- [WORK TO COMPLETE]: What is needed is an exact copy of every entry below, with the pictures left out.

____________________

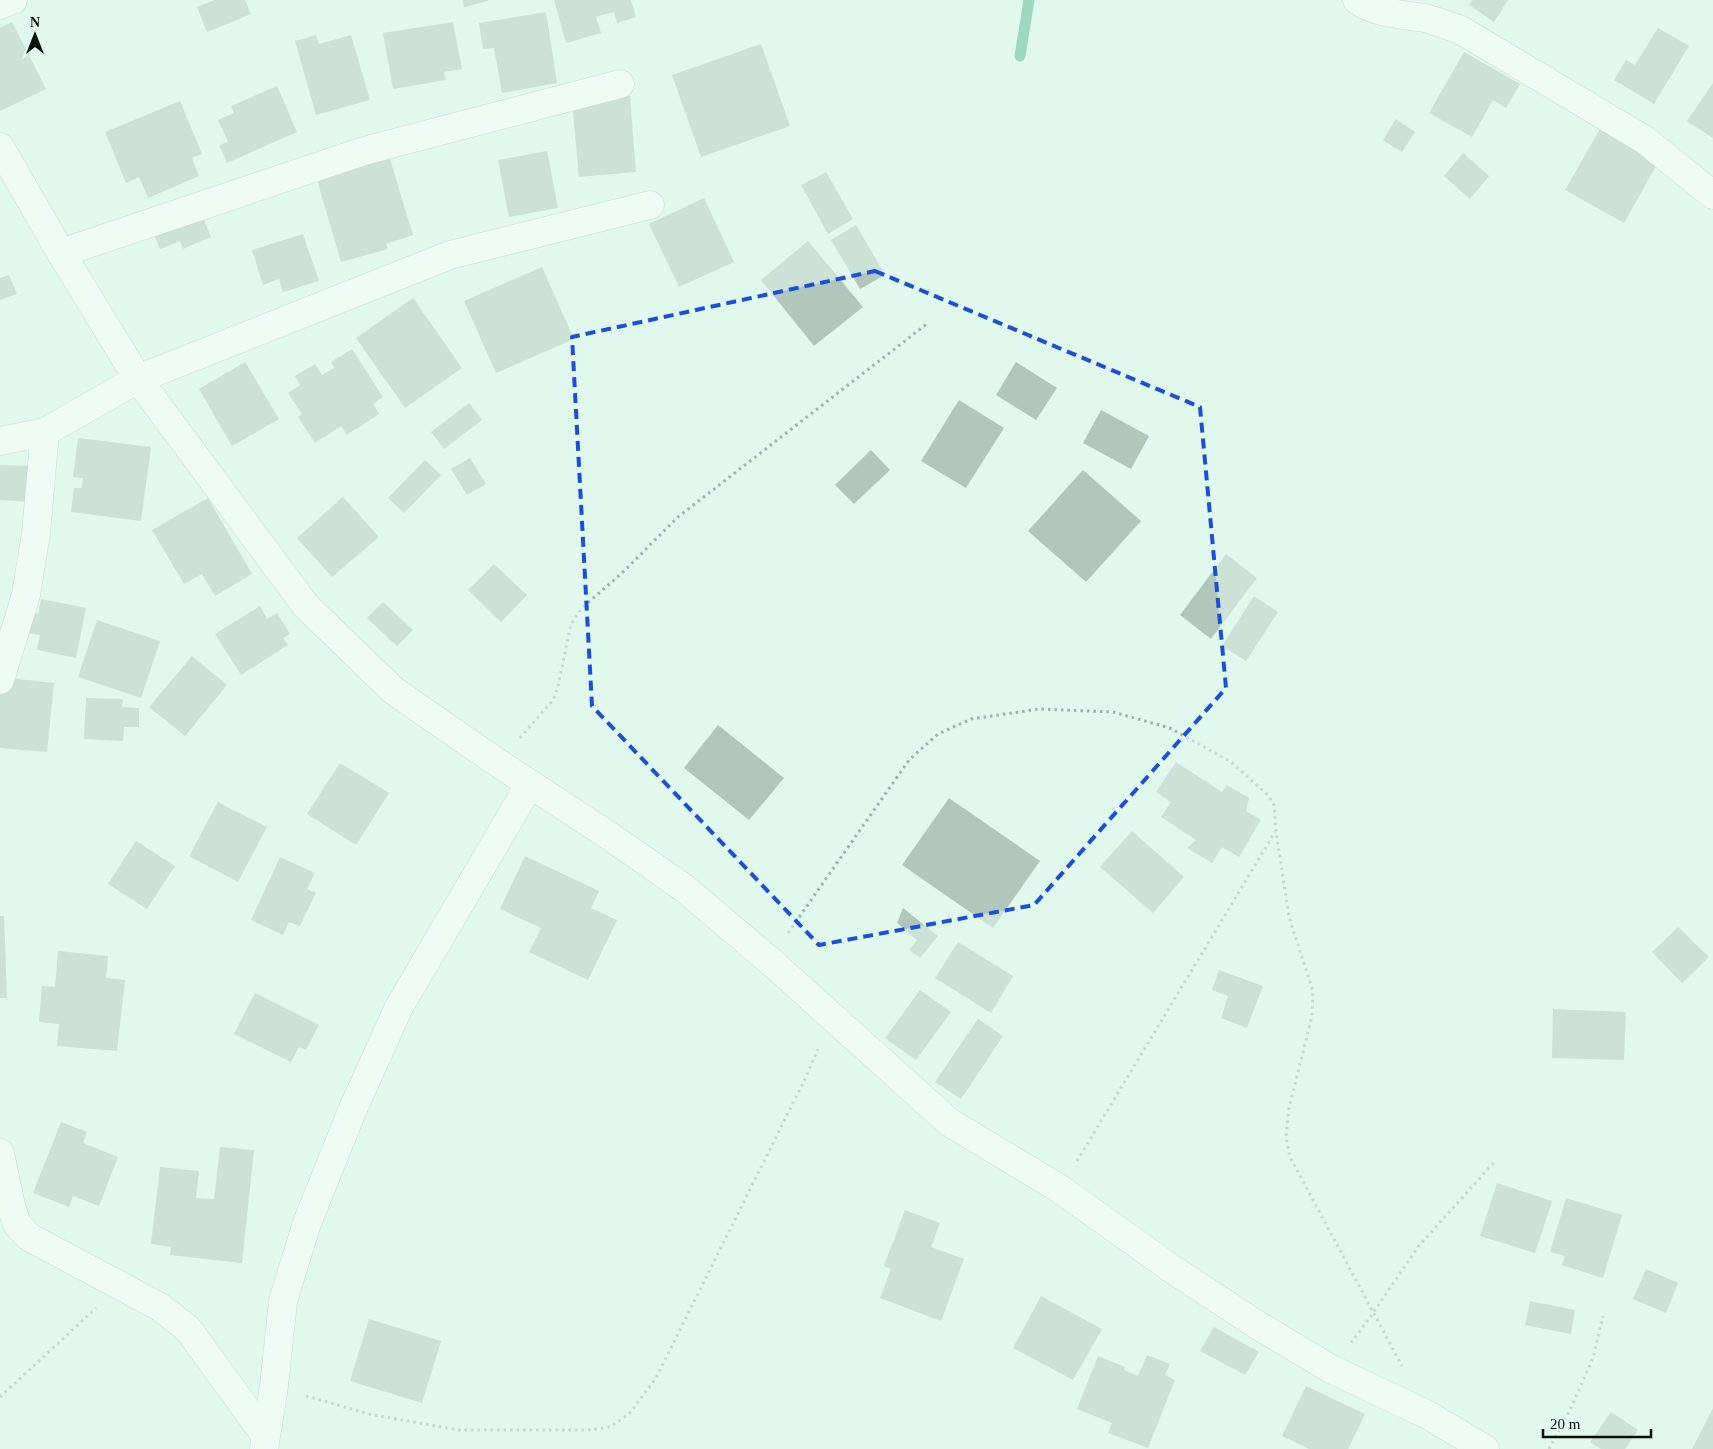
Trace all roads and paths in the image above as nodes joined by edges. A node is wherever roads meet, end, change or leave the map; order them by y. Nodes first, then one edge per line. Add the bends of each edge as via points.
1 (13, 0) edge
2 (1357, 0) edge
3 (0, 4) edge
4 (620, 84) dead end
5 (0, 147) edge
6 (1713, 195) edge
7 (650, 205) dead end
8 (61, 253) junction
9 (928, 323) dead end
10 (138, 380) junction
11 (45, 432) junction
12 (0, 440) edge
13 (0, 680) edge
14 (498, 763) junction
15 (530, 784) junction
16 (1276, 831) junction
17 (769, 960) junction
18 (832, 1016) junction
19 (0, 1153) edge
20 (1496, 1160) dead end
21 (1060, 1189) junction
22 (120, 1286) junction
23 (1373, 1313) junction
24 (1602, 1316) dead end
25 (1331, 1370) junction
26 (274, 1386) junction
27 (0, 1397) edge
28 (1428, 1415) junction
29 (264, 1442) edge
30 (1485, 1449) edge
31 (1549, 1449) edge

1 - 3 street
2 - 6 street via 1379,11 1427,19 1459,29 1645,140
4 - 8 street via 364,151
5 - 8 street
7 - 10 street via 450,255
8 - 10 street
9 - 14 path via 678,517 582,608 571,624 553,700
10 - 11 street
10 - 14 street via 306,606 394,691
11 - 12 street
11 - 13 street via 36,533 26,595
14 - 15 street
15 - 17 street via 684,888
15 - 26 street via 399,1007 352,1110 307,1222 283,1301
16 - 17 path via 1274,806 1268,795 1231,762 1170,728 1113,712 1039,710 971,719 938,734 909,760
16 - 21 path
16 - 23 path via 1289,917 1313,991 1312,1016 1289,1108 1286,1137 1290,1157
17 - 18 street
18 - 21 street via 949,1122
18 - 26 path via 805,1079 656,1378 629,1414 610,1427 588,1430 458,1430 368,1414
19 - 22 street via 17,1224 29,1237
20 - 23 path via 1418,1247
21 - 25 street via 1172,1269
22 - 27 path
22 - 29 street via 160,1307 188,1329
23 - 25 path
23 - 28 path
24 - 31 path via 1593,1358
25 - 28 street
26 - 29 street
28 - 30 street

____________________

- [YOUR SOLUTION]:
Trace all roads and paths in the image above as nodes joined by edges. A node is wherever roads meet, end, change or leave the map; order them by y. Nodes first, then one edge per line. Add the bends of each edge as via points.
1 (13, 0) edge
2 (1357, 0) edge
3 (0, 4) edge
4 (620, 84) dead end
5 (0, 147) edge
6 (1713, 195) edge
7 (650, 205) dead end
8 (61, 253) junction
9 (928, 323) dead end
10 (138, 380) junction
11 (45, 432) junction
12 (0, 440) edge
13 (0, 680) edge
14 (498, 763) junction
15 (530, 784) junction
16 (1276, 831) junction
17 (769, 960) junction
18 (832, 1016) junction
19 (0, 1153) edge
20 (1496, 1160) dead end
21 (1060, 1189) junction
22 (120, 1286) junction
23 (1373, 1313) junction
24 (1602, 1316) dead end
25 (1331, 1370) junction
26 (274, 1386) junction
27 (0, 1397) edge
28 (1428, 1415) junction
29 (264, 1442) edge
30 (1485, 1449) edge
31 (1549, 1449) edge

1 - 3 street
2 - 6 street via 1379,11 1427,19 1459,29 1645,140
4 - 8 street via 364,151
5 - 8 street
7 - 10 street via 450,255
8 - 10 street
9 - 14 path via 678,517 582,608 571,624 553,700
10 - 11 street
10 - 14 street via 306,606 394,691
11 - 12 street
11 - 13 street via 36,533 26,595
14 - 15 street
15 - 17 street via 684,888
15 - 26 street via 399,1007 352,1110 307,1222 283,1301
16 - 17 path via 1274,806 1268,795 1231,762 1170,728 1113,712 1039,710 971,719 938,734 909,760
16 - 21 path
16 - 23 path via 1289,917 1313,991 1312,1016 1289,1108 1286,1137 1290,1157
17 - 18 street
18 - 21 street via 949,1122
18 - 26 path via 805,1079 656,1378 629,1414 610,1427 588,1430 458,1430 368,1414
19 - 22 street via 17,1224 29,1237
20 - 23 path via 1418,1247
21 - 25 street via 1172,1269
22 - 27 path
22 - 29 street via 160,1307 188,1329
23 - 25 path
23 - 28 path
24 - 31 path via 1593,1358
25 - 28 street
26 - 29 street
28 - 30 street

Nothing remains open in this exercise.